Since starting The Sigma Imperative, I’ve wanted to write about 2,500 words a day. Why? Well, I have other things to write—to be quite honest—and they are like little voices inside of my head, constantly repeating, “Are you finished yet?”
When I’m on, I’m on, and 2,500 is a breeze, but with this third book I’m having a lot of breaks, some voluntary but most involuntary. Just last week hurricane Irma came through and wrecked the West Indies like a bull in a China shop. It isn’t even funny, the destruction it wrought, and we were pretty sure that we would get some of it here in Florida.

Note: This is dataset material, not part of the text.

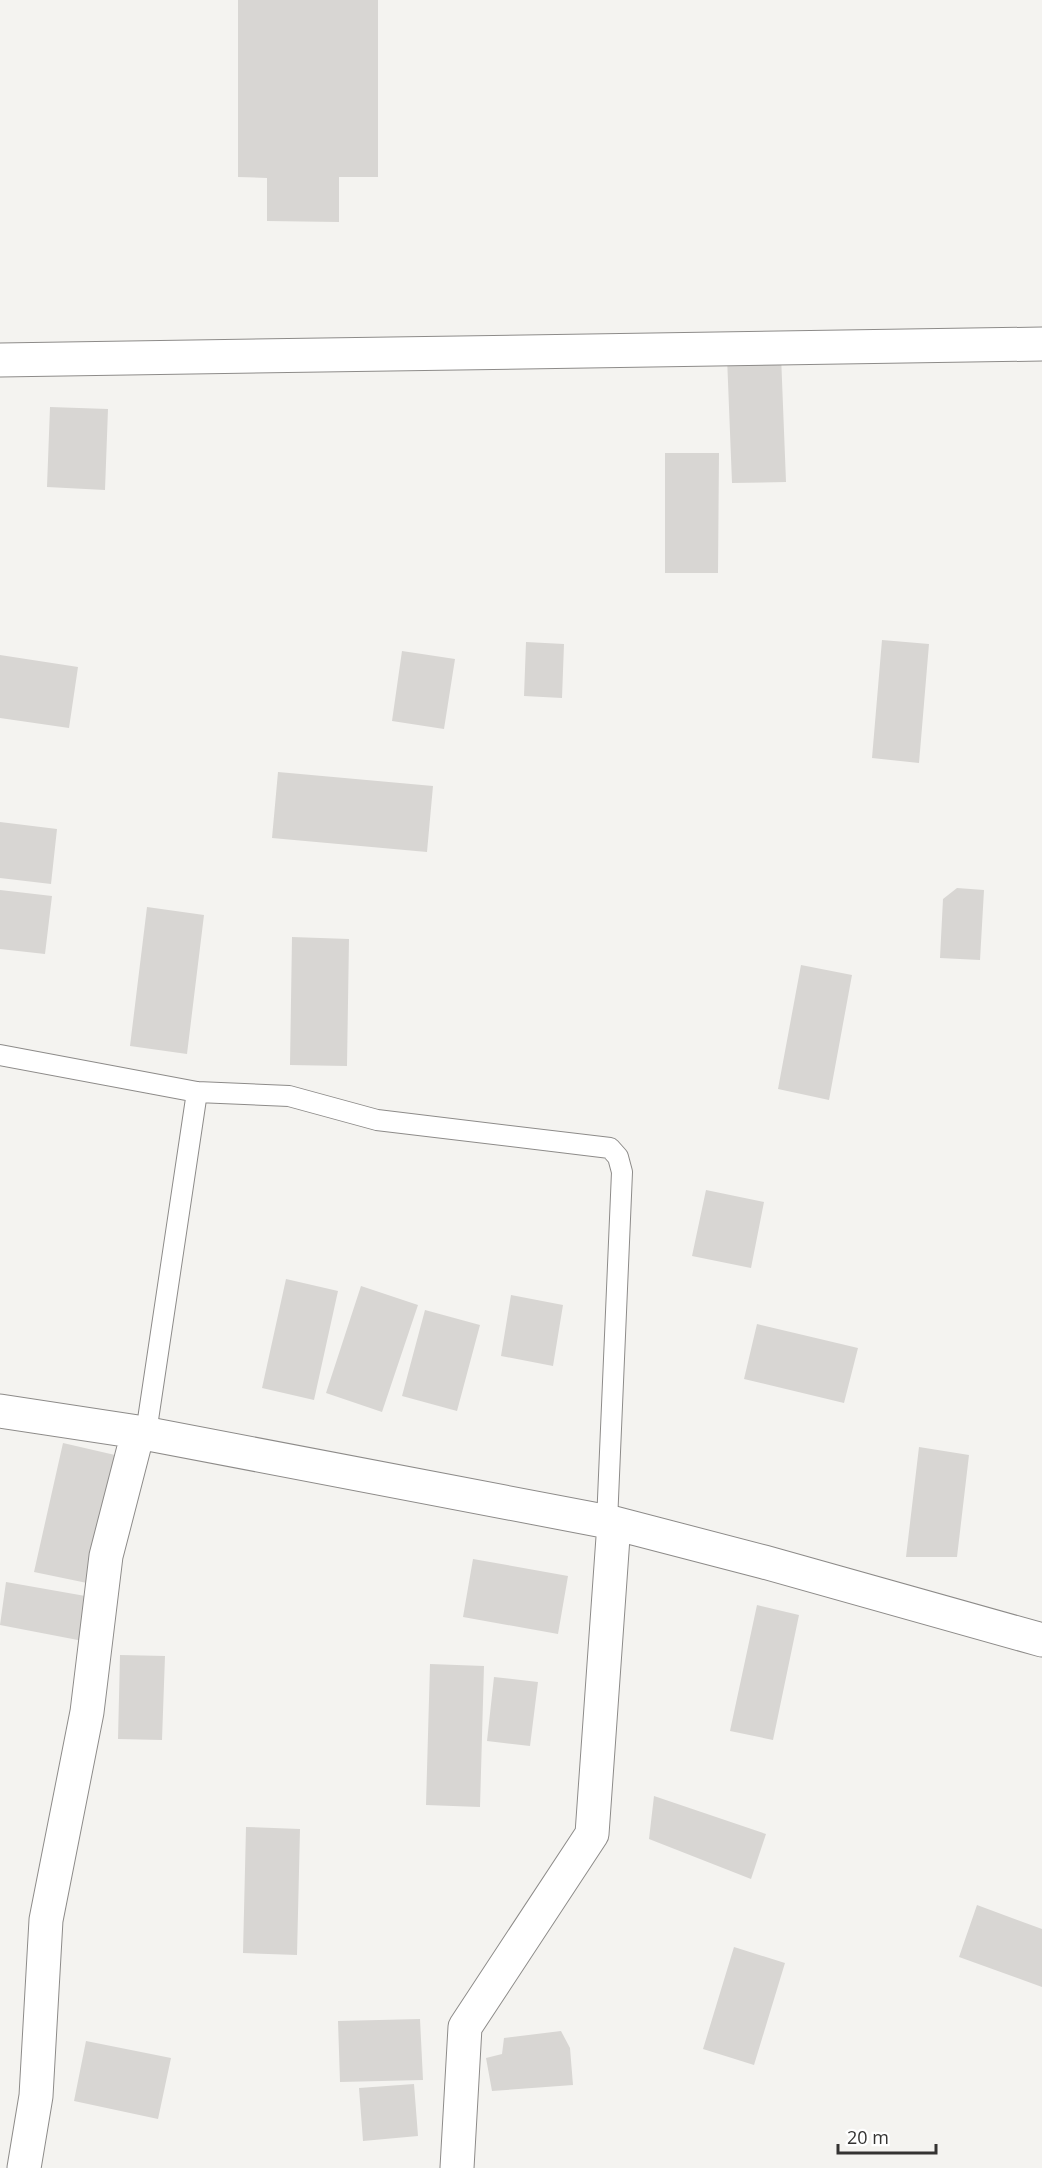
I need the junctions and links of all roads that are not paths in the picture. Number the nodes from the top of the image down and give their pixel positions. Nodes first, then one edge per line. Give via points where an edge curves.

Luckily for us however, the damage was minimal, and we made it out with everything intact. I wrote during the whole thing, tap-tap-tapping away while the family “hunkered down” and was able to get right back on schedule with this book. Right now The Sigma Imperative is just about 70% complete. I still don’t know how it will end, and I’m unsure if the length will be longer or shorter than the former two, but I am in a good place, where the words will just flow.
So, to celebrate my writing so much, I went ahead and ordered the cover from Kerry Hynds at Aero Gallerie. Here’s the end result … what do you think? Personally I love it because it captures the dystopian reality of the story.
I normally order my covers when I’m at a point in my writing when I know the words will just fall out of my head. Sometimes that’s at the start (as in the case with Re-wired), but sometimes its weeks after completion as was the case with The Judas Cypher.
Note to Authors About Ordering Covers:
The worst performing book covers that I have had to date were the ones where I gave the artist/designer literal instruction. I’ve found that it’s best to ask for two simple things:
- A cover that is similar to the books in the genre (provide examples of your favorite ones.)
- Preferences and dislikes, especially colors.
The one thing you want from your designer is creativity, and if you get in the way with micro management, you’re going to waste money on a cover. The books that I get kudos on don’t have covers based on my detailed explanation. They are what the designer came up with, based on me letting them spread their wings.
As a former graphic designer (I say former because I did it for a living, though I’m not too shabby now as a hobbyist), I can tell you that this is the best way. It is also why you don’t see me doing my own covers, which would be hours on end of nitpicking to perfection (I did the Knights and Demons individual covers and also Doom Squad, because they’re free).
The Sigma Imperative – What’s it about?
The Sigma Imperative is another thriller that has the onion effect as you get into it. We start with a small case, a kidnapping of a synth woman, and then as we get into it, more things start to pop up to complicate Dhata’s life. There’s a new group of bad guys, and they may be A.I. (scary right?) and Dhata will be in a position where it’s not so easy for him to act.
There is also a bit more romance between Dhata and Lur, but not so much as to annoy you in anyway. We also get to see a bit of vulnerability in the old skiptracer, as things fall apart while he’s investigating the kidnapping. There’s some familiar faces, like Hiro and Ariana, and new ones—where it’s necessary—some colorful, and some scary.
Locations are still Tampa and Cuba, but there’s a whole lot of Japan, and not just Tokyo. If you’ve read The Judas Cypher, and The Unsung Frame, you will not be disappointed in this third installment.
I’m shooting for November … that’s a hot month for book sales, and I’m hoping more people will be willing to give Dhata a chance. I love this series, and I am crazy about the world I’ve developed in Neo Tampa Bay, so I look forward to finishing it and sharing it with you.